Quand on voulait aller du côté de Méséglise, on sortait (pas trop tôt et même si le ciel était couvert, parce que la promenade n’était pas bien longue et n’entraînait pas trop) comme pour aller n’importe où, par la grande porte de la maison de ma tante sur la rue du Saint-Esprit. On était salué par l’armurier, on jetait ses lettres à la boîte, on disait en passant à Théodore, de la part de Françoise, qu’elle n’avait plus d’huile ou de café, et l’on sortait de la ville par le chemin qui passait le long de la barrière blanche du parc de M. Swann. Avant d’y arriver, nous rencontrions, venue au-devant des étrangers, l’odeur de ses lilas. Eux-mêmes, d’entre les petits coeurs verts et frais de leurs feuilles, levaient curieusement au-dessus de la barrière du parc, leurs panaches de plumes mauves ou blanches que lustrait, même à l’ombre, le soleil où elles avaient baigné. Quelques-uns, à demi cachés par la petite maison en tuiles appelée maison des Archers, où logeait le gardien, dépassaient son pignon gothique de leur rose minaret. Les Nymphes du printemps eussent semblé vulgaires, auprès de ces jeunes houris qui gardaient dans ce jardin français les tons vifs et purs des miniatures de la Perse. Malgré mon désir d’enlacer leur taille souple et d’attirer à moi les boucles étoilées de leur tête odorante, nous passions sans nous arrêter, mes parents n’allant plus à Tansonville depuis le mariage de Swann, et, pour ne pas avoir l’air de regarder dans le parc, au lieu de prendre le chemin qui longe sa clôture et qui monte directement aux champs, nous en prenions un autre qui y conduit aussi, mais obliquement, et nous faisait déboucher trop loin. Un jour, mon grand-père dit à mon père :
« Vous rappelez-vous que Swann a dit hier que comme sa femme et sa fille partaient pour Reims, il en profiterait pour aller passer vingt-quatre heures à Paris ? Nous pourrions longer le parc, puisque ces dames ne sont pas là, cela nous abrégerait d’autant. »
Nous nous arrêtâmes un moment devant la barrière. Le temps des lilas approchait de sa fin ; quelques-uns effusaient encore en hauts lustres mauves les bulles délicates de leurs fleurs, mais dans bien des parties du feuillage où déferlait, il y avait seulement une semaine, leur mousse embaumée, se flétrissait, diminuée et noircie, une écume creuse, sèche et sans parfum. Mon grand-père montrait à mon père en quoi l’aspect des lieux était resté le même, et en quoi il avait changé, depuis la promenade qu’il avait faite avec M. Swann le jour de la mort de sa femme, et il saisit cette occasion pour raconter cette promenade une fois de plus.

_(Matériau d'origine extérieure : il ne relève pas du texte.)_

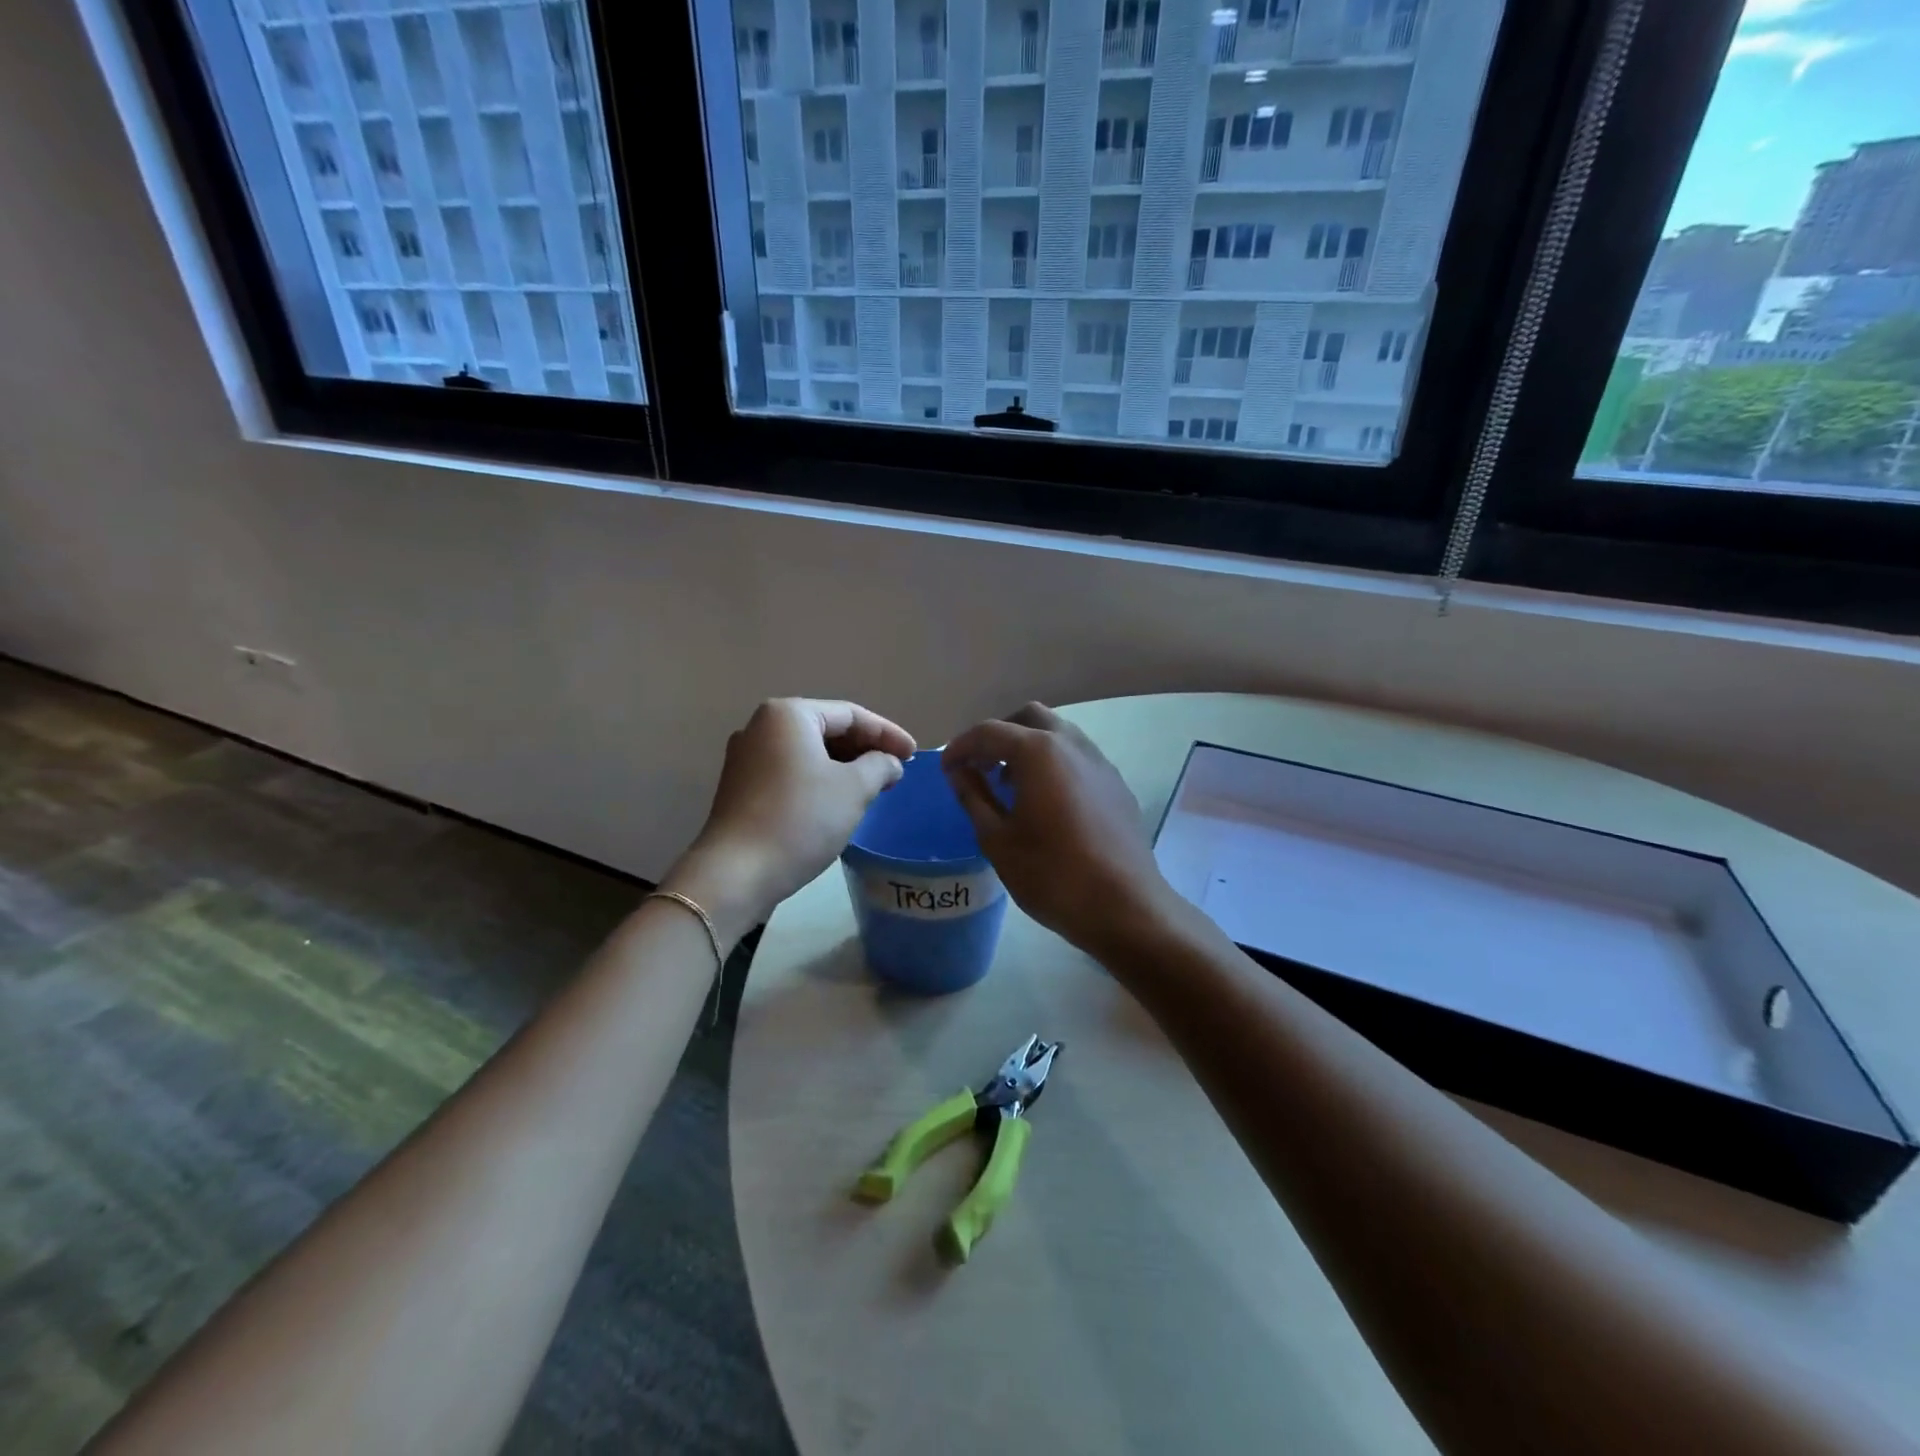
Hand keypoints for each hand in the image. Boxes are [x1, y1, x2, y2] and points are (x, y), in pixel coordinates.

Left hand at [666, 699, 915, 942]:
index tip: (913, 755)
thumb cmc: (800, 819)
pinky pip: (791, 772)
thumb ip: (879, 766)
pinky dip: (819, 780)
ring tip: (874, 786)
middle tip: (896, 770)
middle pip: (827, 729)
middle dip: (865, 749)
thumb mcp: (853, 789)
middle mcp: (761, 727)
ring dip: (844, 767)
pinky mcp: (741, 788)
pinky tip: (839, 801)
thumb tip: (889, 763)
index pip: (850, 715)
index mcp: (788, 715)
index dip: (887, 733)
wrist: (736, 873)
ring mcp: (746, 758)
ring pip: (809, 753)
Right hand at [943, 703, 1180, 960]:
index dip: (961, 747)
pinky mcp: (1116, 784)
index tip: (946, 770)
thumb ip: (974, 797)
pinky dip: (1054, 764)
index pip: (989, 732)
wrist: (1124, 906)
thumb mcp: (997, 839)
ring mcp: (1100, 761)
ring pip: (1058, 734)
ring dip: (1028, 747)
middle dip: (999, 736)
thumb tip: (958, 772)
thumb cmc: (1051, 874)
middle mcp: (1071, 743)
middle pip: (1028, 718)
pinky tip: (1046, 802)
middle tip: (980, 768)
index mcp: (1038, 751)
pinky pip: (1078, 757)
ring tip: (1010, 785)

Devant nous, une allée bordée de capucines montait en plein soleil vers le château. À droite, au contraire, le parc s’étendait en terrain plat. Obscurcie par l’ombre des grands arbres qui l’entouraient, une pièce d’eau avait été creusée par les parents de Swann ; mais dans ses créations les plus factices, c’est sur la nature que l’homme travaille ; certains lieux font toujours régner autour d’eux leur empire particulier, arborent leurs insignes immémoriaux au milieu d’un parc comme ils auraient fait loin de toute intervention humaine, dans une solitude qui revient partout les entourer, surgie des nécessités de leur exposition et superposée à l’oeuvre humaine. C’est ainsi qu’au pied de l’allée qui dominait l’étang artificiel, s’était composée sur deux rangs, tressés de fleurs de myosotis et de pervenches, la couronne naturelle, délicate et bleue qui ceint le front clair-obscur des eaux, et que le glaïeul, laissant fléchir ses glaives avec un abandon royal, étendait sur l’eupatoire et la grenouillette au pied mouillé, les fleurs de lis en lambeaux, violettes et jaunes, de son sceptre lacustre.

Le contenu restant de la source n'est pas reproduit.